■ **PROBLEM DETAILS**:
If a line in the data holds "main", copy that line out in full.
○ ○ ○ ○ ○
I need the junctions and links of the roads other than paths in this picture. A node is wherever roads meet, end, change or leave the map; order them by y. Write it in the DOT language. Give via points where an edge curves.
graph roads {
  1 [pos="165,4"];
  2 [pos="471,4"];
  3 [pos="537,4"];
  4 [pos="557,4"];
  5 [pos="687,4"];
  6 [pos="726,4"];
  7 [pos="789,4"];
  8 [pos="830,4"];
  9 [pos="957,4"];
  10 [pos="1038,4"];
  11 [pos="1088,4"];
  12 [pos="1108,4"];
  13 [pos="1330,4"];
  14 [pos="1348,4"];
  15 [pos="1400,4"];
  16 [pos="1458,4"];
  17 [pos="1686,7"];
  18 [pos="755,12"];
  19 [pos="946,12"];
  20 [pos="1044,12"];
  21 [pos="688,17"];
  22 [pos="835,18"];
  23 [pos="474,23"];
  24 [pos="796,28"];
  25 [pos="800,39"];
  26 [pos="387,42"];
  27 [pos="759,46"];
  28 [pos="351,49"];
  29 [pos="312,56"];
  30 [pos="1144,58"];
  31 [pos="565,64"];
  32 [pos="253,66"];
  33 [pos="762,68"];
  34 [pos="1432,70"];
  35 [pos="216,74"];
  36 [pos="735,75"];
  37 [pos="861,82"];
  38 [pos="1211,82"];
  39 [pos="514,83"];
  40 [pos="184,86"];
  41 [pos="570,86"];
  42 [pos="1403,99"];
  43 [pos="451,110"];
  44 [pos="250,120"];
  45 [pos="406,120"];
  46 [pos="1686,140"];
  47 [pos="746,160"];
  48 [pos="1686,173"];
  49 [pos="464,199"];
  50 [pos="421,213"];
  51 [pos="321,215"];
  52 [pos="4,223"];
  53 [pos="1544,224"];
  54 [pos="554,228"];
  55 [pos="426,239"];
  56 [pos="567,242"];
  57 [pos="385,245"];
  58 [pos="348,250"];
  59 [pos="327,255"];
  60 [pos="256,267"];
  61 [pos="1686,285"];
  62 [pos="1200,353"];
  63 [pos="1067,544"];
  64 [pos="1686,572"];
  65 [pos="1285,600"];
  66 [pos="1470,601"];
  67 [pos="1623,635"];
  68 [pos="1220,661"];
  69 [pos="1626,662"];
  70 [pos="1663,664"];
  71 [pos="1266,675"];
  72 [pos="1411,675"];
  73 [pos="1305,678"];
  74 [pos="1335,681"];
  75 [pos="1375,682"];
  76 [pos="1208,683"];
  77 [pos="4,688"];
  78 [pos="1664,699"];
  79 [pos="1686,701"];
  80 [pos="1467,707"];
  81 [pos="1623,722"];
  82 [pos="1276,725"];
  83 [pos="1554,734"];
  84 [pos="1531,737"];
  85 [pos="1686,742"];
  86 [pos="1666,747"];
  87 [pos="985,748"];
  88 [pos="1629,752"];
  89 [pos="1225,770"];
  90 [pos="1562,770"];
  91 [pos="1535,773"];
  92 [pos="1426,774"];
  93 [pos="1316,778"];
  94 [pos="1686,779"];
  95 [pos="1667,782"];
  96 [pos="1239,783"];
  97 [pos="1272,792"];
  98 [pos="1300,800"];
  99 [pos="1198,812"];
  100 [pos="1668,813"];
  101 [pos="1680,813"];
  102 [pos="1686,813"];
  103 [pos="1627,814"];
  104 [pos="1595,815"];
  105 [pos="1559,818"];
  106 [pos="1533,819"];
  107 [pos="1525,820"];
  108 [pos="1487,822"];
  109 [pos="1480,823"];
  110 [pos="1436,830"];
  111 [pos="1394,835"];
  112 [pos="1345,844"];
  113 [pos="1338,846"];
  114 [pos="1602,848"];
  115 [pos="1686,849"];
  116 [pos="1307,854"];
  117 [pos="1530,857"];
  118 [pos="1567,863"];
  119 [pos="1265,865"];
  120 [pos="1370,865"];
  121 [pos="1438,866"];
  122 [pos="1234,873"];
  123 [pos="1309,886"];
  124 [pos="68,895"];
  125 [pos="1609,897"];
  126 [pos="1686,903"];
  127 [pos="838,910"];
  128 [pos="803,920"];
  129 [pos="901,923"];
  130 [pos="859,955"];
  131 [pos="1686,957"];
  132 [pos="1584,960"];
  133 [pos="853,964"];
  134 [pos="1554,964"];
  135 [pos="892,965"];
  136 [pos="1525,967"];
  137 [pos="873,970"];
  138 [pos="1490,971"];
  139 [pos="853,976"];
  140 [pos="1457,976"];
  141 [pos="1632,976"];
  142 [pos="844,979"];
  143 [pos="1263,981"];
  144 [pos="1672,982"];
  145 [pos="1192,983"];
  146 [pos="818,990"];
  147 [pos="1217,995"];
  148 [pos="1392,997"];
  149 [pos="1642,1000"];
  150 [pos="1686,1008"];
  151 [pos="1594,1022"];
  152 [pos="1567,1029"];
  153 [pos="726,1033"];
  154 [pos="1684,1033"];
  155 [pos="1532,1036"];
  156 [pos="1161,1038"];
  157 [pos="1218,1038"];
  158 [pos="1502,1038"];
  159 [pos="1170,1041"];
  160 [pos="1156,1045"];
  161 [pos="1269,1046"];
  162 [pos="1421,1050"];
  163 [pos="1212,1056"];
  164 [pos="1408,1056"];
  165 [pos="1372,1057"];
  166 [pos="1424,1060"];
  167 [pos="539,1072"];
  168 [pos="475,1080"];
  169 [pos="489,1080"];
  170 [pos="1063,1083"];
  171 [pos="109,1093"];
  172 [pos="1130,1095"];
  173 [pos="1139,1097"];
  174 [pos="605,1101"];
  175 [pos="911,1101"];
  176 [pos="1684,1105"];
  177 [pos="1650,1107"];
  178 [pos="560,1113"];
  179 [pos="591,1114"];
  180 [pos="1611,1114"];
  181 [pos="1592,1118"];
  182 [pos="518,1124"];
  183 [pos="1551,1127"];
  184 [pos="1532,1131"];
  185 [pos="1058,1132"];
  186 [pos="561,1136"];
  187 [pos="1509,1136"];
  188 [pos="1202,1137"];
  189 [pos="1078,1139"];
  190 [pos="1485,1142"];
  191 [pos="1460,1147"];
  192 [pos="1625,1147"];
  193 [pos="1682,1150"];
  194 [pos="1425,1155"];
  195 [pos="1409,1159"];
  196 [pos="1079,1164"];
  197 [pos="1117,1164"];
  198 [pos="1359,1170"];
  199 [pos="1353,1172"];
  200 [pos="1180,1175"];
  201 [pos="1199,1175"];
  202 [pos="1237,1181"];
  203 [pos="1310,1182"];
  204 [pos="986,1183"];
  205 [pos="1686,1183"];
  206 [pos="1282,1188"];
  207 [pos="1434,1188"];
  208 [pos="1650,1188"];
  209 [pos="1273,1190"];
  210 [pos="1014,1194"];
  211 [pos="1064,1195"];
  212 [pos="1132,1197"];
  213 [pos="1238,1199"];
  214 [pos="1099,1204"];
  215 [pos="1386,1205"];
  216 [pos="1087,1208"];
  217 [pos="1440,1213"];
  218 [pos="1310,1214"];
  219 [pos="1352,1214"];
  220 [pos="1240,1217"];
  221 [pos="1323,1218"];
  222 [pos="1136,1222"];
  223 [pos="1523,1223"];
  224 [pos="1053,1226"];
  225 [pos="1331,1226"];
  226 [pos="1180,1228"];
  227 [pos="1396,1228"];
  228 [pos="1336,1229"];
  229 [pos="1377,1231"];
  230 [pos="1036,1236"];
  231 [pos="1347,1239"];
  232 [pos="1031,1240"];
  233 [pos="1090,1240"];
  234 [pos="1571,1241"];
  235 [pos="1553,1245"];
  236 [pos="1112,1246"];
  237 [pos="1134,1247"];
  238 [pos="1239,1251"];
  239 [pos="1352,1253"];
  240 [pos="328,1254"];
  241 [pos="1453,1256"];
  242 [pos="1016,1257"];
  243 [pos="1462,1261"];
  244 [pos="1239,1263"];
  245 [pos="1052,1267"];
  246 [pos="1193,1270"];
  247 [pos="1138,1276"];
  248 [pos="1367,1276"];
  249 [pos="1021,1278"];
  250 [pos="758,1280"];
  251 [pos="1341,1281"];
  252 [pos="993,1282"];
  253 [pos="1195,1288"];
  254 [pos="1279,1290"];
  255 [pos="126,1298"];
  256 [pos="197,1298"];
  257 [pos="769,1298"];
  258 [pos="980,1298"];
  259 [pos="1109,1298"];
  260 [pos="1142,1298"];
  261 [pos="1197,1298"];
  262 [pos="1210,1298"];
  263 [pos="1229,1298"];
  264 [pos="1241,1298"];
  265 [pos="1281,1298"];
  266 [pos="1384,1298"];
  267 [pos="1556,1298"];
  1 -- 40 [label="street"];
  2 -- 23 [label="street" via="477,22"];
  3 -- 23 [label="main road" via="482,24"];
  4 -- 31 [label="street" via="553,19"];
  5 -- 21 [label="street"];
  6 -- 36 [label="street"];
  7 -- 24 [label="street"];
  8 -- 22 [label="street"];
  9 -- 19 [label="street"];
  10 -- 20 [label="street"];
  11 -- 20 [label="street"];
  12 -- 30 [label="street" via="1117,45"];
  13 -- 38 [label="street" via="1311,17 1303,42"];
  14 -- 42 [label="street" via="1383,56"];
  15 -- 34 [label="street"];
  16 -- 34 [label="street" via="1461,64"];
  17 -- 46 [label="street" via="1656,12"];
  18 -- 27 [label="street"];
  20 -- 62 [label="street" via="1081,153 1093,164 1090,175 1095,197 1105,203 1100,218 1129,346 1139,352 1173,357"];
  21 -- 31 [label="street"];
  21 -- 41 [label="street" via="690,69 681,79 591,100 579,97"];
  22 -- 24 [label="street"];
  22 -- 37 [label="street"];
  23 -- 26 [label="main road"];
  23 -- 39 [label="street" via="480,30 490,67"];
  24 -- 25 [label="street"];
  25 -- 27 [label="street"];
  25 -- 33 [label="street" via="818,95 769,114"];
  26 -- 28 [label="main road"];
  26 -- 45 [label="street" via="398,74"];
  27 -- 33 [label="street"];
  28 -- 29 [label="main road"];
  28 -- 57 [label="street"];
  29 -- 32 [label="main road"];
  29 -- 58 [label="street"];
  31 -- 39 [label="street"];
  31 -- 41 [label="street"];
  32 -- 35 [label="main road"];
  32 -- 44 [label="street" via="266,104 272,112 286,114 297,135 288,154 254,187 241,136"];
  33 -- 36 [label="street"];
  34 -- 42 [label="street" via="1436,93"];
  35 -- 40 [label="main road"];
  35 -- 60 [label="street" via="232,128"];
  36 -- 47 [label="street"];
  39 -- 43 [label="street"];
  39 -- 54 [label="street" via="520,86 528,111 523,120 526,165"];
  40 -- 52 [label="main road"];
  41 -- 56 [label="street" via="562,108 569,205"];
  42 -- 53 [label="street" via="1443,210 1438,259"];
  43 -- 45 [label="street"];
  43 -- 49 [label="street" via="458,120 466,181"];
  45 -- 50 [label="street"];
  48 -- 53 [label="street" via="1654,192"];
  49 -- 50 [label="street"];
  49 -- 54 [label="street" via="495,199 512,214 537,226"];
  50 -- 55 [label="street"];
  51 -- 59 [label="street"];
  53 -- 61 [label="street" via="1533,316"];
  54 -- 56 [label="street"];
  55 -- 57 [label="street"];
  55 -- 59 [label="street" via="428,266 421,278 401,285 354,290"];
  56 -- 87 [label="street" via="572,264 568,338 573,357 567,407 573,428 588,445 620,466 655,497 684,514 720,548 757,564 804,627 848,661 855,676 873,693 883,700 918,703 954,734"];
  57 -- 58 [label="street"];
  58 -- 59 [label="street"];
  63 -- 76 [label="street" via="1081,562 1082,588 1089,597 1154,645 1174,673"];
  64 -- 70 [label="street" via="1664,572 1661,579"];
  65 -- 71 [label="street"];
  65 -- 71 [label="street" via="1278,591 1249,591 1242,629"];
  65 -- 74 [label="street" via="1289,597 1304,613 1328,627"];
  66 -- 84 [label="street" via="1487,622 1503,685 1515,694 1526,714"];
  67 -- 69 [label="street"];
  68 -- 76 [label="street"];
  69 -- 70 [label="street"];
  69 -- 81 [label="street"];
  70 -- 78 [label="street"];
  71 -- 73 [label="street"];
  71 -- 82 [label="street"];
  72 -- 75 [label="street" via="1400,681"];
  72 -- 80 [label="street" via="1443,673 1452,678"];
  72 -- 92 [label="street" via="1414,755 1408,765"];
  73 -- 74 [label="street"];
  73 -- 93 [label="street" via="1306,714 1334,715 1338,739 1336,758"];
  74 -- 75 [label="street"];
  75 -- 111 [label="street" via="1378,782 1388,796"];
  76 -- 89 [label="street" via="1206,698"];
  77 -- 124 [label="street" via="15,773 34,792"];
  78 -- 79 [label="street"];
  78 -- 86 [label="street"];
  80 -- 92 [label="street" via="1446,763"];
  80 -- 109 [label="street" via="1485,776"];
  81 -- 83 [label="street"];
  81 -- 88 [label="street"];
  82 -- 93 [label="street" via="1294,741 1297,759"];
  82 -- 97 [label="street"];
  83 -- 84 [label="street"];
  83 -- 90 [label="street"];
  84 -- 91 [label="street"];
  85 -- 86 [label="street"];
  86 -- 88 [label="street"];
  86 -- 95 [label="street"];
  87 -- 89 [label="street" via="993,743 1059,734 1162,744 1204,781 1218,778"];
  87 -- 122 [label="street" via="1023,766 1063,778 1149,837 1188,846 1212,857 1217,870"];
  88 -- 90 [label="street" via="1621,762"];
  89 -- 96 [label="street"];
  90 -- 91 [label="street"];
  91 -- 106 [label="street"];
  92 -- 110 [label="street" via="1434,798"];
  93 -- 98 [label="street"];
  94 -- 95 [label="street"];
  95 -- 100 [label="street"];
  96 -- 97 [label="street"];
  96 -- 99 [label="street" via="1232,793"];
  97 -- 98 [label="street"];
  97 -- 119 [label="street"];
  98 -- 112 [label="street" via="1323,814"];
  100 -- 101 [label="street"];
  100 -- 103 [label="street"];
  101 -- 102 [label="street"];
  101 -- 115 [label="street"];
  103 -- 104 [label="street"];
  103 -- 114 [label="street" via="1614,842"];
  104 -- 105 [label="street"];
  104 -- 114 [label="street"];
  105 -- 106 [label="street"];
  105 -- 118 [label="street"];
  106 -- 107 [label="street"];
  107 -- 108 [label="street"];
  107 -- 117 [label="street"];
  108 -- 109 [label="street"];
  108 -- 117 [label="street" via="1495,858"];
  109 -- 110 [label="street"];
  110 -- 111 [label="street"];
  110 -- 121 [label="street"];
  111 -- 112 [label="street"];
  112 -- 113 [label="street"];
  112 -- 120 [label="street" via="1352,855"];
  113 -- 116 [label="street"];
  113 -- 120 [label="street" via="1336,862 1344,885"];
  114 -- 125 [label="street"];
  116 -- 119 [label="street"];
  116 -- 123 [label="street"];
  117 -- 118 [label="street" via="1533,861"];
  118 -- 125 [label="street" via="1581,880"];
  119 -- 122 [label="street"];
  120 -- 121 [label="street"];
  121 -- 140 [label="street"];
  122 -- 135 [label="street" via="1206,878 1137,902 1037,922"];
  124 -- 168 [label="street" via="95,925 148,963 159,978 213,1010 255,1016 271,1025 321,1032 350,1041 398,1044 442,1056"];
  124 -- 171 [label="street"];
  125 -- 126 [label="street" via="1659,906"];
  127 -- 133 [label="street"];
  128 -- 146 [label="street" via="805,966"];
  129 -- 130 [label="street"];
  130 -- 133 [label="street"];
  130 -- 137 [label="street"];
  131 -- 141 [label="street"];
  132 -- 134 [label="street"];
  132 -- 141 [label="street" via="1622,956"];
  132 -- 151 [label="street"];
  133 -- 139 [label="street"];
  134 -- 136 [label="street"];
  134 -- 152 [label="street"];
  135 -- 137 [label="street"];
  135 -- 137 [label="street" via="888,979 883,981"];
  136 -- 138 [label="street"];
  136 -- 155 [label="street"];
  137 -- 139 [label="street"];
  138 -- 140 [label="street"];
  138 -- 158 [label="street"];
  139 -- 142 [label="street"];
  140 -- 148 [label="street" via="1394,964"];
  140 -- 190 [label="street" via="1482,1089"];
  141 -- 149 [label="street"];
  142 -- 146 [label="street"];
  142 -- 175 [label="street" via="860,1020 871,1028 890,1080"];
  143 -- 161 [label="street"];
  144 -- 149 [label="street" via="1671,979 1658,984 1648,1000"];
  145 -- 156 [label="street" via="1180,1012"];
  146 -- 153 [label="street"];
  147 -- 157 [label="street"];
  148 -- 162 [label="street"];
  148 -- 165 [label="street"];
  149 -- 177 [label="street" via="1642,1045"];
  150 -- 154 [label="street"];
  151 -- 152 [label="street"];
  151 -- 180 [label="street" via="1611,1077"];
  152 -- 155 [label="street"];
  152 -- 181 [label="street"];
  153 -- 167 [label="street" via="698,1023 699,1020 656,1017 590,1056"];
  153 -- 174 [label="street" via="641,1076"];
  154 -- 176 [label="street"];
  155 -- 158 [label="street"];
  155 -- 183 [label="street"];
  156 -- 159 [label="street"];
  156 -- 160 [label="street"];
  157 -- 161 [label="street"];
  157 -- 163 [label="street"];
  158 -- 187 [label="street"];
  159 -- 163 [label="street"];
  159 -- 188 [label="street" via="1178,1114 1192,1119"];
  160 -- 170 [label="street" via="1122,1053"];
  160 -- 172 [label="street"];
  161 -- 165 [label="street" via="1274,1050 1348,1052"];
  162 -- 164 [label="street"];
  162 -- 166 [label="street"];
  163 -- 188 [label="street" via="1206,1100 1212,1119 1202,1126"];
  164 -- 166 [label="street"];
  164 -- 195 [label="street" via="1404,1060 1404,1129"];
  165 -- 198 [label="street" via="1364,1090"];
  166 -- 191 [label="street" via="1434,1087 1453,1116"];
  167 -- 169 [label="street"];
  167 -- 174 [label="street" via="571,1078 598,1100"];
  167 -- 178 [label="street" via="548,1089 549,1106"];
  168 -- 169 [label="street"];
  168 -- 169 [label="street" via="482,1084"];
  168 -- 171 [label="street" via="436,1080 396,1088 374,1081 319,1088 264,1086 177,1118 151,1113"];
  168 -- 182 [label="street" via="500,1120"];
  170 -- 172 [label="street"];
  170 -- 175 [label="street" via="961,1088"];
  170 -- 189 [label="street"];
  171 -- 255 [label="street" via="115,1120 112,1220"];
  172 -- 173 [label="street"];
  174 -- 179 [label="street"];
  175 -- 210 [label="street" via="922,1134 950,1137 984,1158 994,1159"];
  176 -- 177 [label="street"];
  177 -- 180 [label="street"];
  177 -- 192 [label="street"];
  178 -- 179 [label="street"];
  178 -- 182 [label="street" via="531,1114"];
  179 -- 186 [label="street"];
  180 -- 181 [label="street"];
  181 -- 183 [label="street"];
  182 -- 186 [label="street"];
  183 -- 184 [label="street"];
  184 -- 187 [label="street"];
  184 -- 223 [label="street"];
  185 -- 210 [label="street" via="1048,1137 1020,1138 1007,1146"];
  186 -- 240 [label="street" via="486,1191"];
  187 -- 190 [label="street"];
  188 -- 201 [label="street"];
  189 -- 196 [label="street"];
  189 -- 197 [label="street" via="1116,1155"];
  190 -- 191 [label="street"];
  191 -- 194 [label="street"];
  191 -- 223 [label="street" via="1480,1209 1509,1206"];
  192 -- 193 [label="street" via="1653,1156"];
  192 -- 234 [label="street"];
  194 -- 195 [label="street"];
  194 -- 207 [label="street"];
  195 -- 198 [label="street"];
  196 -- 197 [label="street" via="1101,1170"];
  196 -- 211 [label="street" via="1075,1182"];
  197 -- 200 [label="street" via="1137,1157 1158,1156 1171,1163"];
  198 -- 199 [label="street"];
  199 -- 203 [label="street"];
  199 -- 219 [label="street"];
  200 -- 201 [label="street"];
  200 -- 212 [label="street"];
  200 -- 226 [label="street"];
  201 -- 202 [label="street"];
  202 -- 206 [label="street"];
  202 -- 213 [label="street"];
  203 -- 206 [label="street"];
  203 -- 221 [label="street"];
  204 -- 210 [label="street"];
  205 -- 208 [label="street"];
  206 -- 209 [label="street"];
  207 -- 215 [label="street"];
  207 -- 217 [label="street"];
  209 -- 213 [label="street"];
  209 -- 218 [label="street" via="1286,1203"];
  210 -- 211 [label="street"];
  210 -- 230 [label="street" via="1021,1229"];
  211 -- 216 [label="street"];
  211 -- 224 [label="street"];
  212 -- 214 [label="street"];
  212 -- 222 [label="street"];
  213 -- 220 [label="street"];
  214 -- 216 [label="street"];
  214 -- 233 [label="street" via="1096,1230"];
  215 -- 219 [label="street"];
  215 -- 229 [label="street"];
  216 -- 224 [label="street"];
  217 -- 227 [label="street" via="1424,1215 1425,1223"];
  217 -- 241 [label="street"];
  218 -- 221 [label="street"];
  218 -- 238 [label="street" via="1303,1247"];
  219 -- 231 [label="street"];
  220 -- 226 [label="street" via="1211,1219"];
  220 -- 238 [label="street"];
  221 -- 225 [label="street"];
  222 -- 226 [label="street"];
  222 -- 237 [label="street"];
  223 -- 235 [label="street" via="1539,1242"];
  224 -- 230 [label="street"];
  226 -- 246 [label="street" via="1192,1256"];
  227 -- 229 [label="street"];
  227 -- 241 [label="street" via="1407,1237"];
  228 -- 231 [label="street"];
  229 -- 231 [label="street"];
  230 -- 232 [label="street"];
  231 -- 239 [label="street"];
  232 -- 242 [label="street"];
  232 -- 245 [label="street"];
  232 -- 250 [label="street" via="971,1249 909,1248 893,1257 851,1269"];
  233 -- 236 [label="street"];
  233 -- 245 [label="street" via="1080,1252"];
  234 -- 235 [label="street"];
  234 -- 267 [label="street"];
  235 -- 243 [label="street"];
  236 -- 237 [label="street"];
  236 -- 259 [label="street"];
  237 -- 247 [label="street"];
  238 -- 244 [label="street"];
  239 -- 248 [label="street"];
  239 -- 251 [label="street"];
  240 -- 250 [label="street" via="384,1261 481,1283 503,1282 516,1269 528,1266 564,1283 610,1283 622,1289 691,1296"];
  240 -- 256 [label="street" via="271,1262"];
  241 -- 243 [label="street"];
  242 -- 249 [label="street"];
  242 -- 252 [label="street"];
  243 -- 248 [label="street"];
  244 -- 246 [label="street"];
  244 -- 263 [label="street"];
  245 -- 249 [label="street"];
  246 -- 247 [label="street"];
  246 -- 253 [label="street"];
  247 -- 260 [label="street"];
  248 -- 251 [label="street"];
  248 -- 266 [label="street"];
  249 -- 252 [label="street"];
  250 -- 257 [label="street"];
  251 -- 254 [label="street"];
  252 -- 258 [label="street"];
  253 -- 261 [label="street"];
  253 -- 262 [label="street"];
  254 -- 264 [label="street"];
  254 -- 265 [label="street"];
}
○ ○ ○ ○ ○
■ **EXERCISE RESPONSE**:
  3 -- 23 [label="main road" via="482,24"];
  23 -- 26 [label="main road"];
  26 -- 28 [label="main road"];
  28 -- 29 [label="main road"];
  29 -- 32 [label="main road"];
  32 -- 35 [label="main road"];
  35 -- 40 [label="main road"];
  40 -- 52 [label="main road"];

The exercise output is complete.